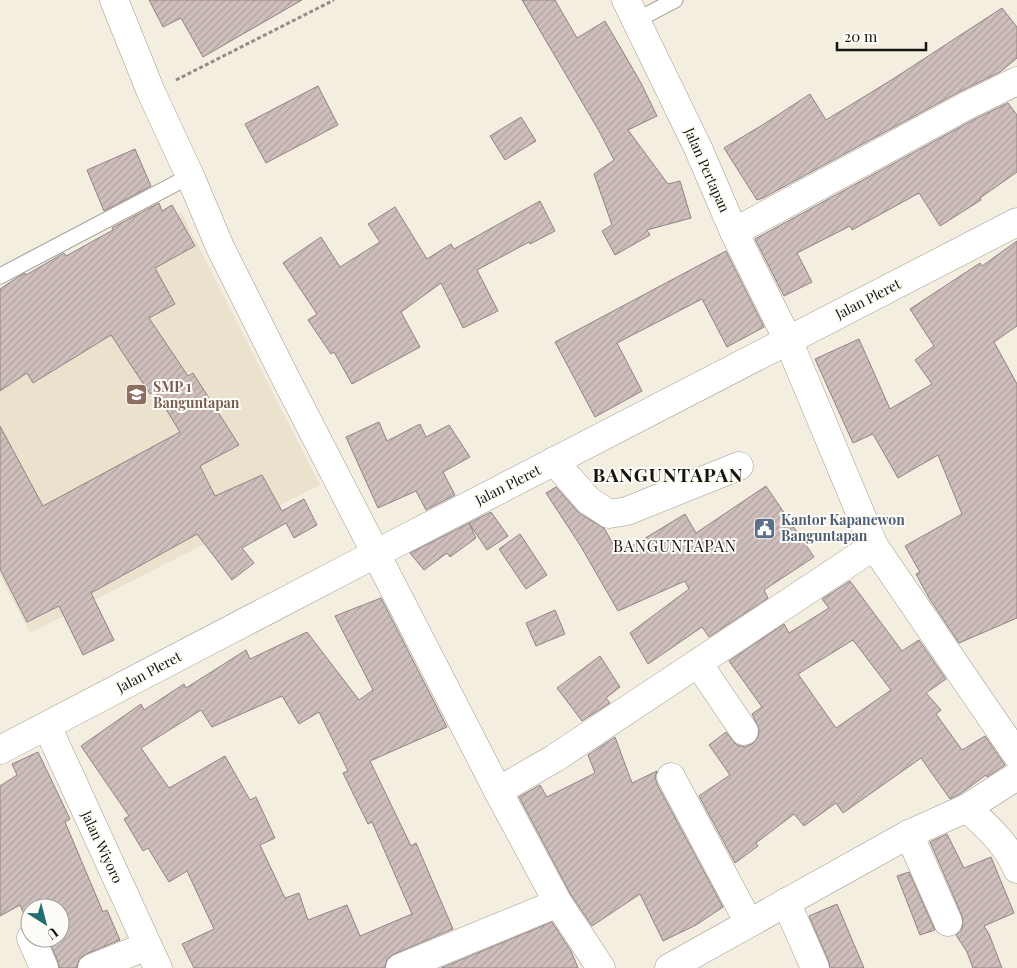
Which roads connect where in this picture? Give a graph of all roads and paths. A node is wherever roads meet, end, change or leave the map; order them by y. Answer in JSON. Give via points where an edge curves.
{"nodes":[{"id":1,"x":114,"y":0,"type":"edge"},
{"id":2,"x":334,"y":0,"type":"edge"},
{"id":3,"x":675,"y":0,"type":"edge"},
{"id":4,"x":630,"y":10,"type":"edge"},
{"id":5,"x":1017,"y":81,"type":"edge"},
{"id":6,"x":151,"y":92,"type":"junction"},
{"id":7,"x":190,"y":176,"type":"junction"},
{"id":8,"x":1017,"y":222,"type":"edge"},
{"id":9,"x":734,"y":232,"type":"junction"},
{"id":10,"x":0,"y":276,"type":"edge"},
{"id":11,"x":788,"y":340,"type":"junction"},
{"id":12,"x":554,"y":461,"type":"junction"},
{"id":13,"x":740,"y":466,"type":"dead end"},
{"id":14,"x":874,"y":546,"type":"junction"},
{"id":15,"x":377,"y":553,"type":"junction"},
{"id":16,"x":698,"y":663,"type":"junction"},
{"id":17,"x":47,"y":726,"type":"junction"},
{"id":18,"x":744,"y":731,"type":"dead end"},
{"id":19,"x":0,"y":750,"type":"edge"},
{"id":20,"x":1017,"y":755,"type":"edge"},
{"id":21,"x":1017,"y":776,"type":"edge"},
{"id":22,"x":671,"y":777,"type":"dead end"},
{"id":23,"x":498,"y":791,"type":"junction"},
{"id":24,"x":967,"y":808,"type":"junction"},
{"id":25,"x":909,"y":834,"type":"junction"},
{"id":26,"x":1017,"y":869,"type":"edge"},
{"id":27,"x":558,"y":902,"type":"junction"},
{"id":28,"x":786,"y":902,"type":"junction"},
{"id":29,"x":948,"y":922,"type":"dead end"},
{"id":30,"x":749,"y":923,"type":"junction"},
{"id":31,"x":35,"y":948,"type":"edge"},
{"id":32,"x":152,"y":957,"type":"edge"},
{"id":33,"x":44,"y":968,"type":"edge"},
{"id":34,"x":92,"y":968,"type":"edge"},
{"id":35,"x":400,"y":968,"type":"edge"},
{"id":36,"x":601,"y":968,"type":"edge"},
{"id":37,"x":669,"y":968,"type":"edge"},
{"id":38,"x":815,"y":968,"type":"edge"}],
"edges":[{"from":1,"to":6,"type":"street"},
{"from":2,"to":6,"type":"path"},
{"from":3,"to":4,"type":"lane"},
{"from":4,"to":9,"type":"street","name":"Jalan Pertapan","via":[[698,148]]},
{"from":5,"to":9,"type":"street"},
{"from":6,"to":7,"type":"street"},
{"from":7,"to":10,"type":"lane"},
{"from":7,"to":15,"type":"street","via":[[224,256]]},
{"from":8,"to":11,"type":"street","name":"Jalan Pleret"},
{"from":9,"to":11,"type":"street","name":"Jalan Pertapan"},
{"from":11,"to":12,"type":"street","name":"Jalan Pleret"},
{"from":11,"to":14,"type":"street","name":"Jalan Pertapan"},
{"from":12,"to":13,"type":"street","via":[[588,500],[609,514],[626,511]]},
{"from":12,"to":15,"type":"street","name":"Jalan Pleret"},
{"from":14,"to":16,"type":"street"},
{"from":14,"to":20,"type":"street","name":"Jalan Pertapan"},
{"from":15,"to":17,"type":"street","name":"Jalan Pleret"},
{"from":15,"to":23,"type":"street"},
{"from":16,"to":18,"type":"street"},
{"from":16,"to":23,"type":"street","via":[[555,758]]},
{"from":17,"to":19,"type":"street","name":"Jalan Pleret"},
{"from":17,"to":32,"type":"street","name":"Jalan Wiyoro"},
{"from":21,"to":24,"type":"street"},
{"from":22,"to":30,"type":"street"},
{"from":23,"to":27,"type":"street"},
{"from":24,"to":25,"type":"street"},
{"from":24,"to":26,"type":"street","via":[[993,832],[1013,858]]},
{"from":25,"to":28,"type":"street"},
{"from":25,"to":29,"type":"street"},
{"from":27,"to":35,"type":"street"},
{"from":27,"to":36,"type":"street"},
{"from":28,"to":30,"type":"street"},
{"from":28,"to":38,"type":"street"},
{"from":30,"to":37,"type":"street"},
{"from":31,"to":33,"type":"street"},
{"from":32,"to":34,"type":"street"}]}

- _TASK BRIEF_
Lines holding the string "dead" must be copied out of the entries above.

- _SOLUTION TO THIS EXERCISE_
{"id":13,"x":740,"y":466,"type":"dead end"},
{"id":18,"x":744,"y":731,"type":"dead end"},
{"id":22,"x":671,"y":777,"type":"dead end"},
{"id":29,"x":948,"y":922,"type":"dead end"},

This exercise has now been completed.